It all went off just the way I had anticipated. Â And even stranger than that. I could hardly bring myself to say a mere “hello”. In the first fifteen minutes I found myself just standing aloof and staring at the walls while all the noises mingled in my ears. I don’t know why it was so hard and why I felt so much out of place, but it proved what I really was. Redundant. That is not surprising at all. I’m used to being a shadow.
At last when I finally mustered some courage to speak up, even the couple words I said sounded awkward to me. I’m sure they noticed it too. Or at least those few ones that stood close enough to hear me. Yep, there was a quick back “hi”, then they looked away again and returned to their lively conversation. I didn’t know how to act. So I just gave a sigh, leaned against the wall not to block the way for those passing through, and pretended I wasn’t there.
The wait was the worst of all. The class that was supposed to be never took place. An hour and a half of silence. They buzzed, I stayed mute. Then, when I could no longer take it, I tried asking questions, even made myself smile a bit. No reaction. Of course I was prepared for ignorance, but jeez, that was hideous. After I had to leave for like two hours and then come back, they didn’t notice I wasn’t there, nor did they when I was, they just passed me by, didn’t even wanna look up.
During the final class I sat alone, never said a word, it was useless.

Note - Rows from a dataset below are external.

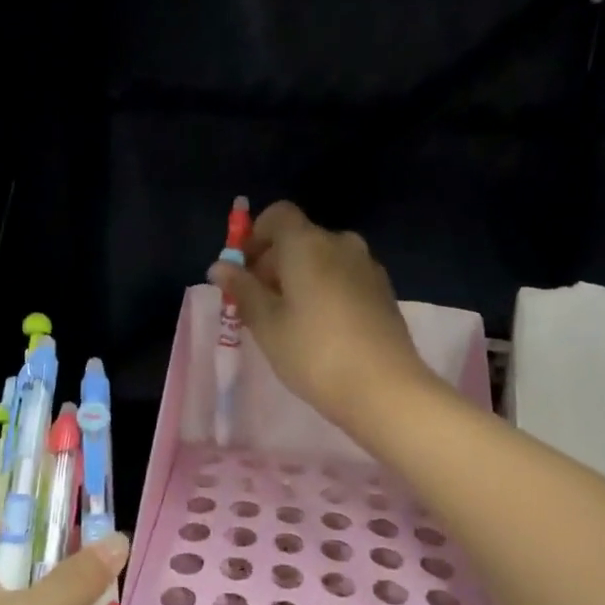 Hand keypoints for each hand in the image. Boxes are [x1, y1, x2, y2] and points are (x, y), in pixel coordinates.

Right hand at [208, 201, 432, 435]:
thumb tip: (220, 266)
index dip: (255, 236)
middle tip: (258, 303)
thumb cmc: (314, 353)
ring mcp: (367, 266)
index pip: (278, 215)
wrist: (385, 389)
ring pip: (323, 259)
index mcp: (308, 243)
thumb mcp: (267, 324)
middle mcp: (341, 243)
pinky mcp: (384, 290)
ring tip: (288, 319)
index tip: (243, 270)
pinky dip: (325, 288)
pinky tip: (321, 328)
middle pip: (299, 238)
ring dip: (300, 277)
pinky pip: (344, 276)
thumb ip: (243, 290)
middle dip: (273, 262) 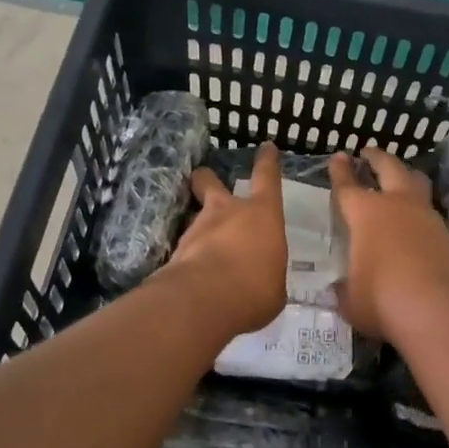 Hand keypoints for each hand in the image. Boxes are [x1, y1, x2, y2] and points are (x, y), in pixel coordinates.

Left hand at [164, 142, 288, 338]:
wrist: (204, 300)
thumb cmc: (255, 289)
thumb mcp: (274, 286)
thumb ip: (266, 275)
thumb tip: (261, 279)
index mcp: (262, 215)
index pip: (267, 177)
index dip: (267, 161)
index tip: (266, 147)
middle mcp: (227, 212)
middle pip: (210, 181)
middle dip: (206, 179)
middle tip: (202, 181)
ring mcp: (196, 228)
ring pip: (192, 214)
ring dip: (196, 224)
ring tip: (198, 243)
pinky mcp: (174, 250)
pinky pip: (183, 246)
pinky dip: (186, 255)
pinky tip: (189, 271)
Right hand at [328, 146, 448, 340]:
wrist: (435, 311)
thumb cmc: (381, 300)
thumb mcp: (350, 299)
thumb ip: (344, 289)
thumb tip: (340, 288)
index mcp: (365, 214)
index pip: (347, 186)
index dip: (340, 171)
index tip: (338, 156)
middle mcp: (397, 205)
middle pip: (388, 167)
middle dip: (377, 157)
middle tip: (369, 152)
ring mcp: (426, 217)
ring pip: (416, 183)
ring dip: (405, 176)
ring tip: (400, 176)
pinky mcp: (447, 234)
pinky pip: (430, 211)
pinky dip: (420, 209)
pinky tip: (416, 220)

And after it was over, they took off so quickly I couldn’t catch one of them. I am an outsider. I need to get used to it. Though I thought they would be interested to know I’m older and would be more willing to pay attention to me, but no, I was wrong, so wrong. They might have thought I was lying, because I don’t look my age at all, no matter how hard I try, it’s all fucking in vain! I can see that, and I still feel like a little girl, not like an adult. Why? What is the problem with me? I can never be one of them. Never.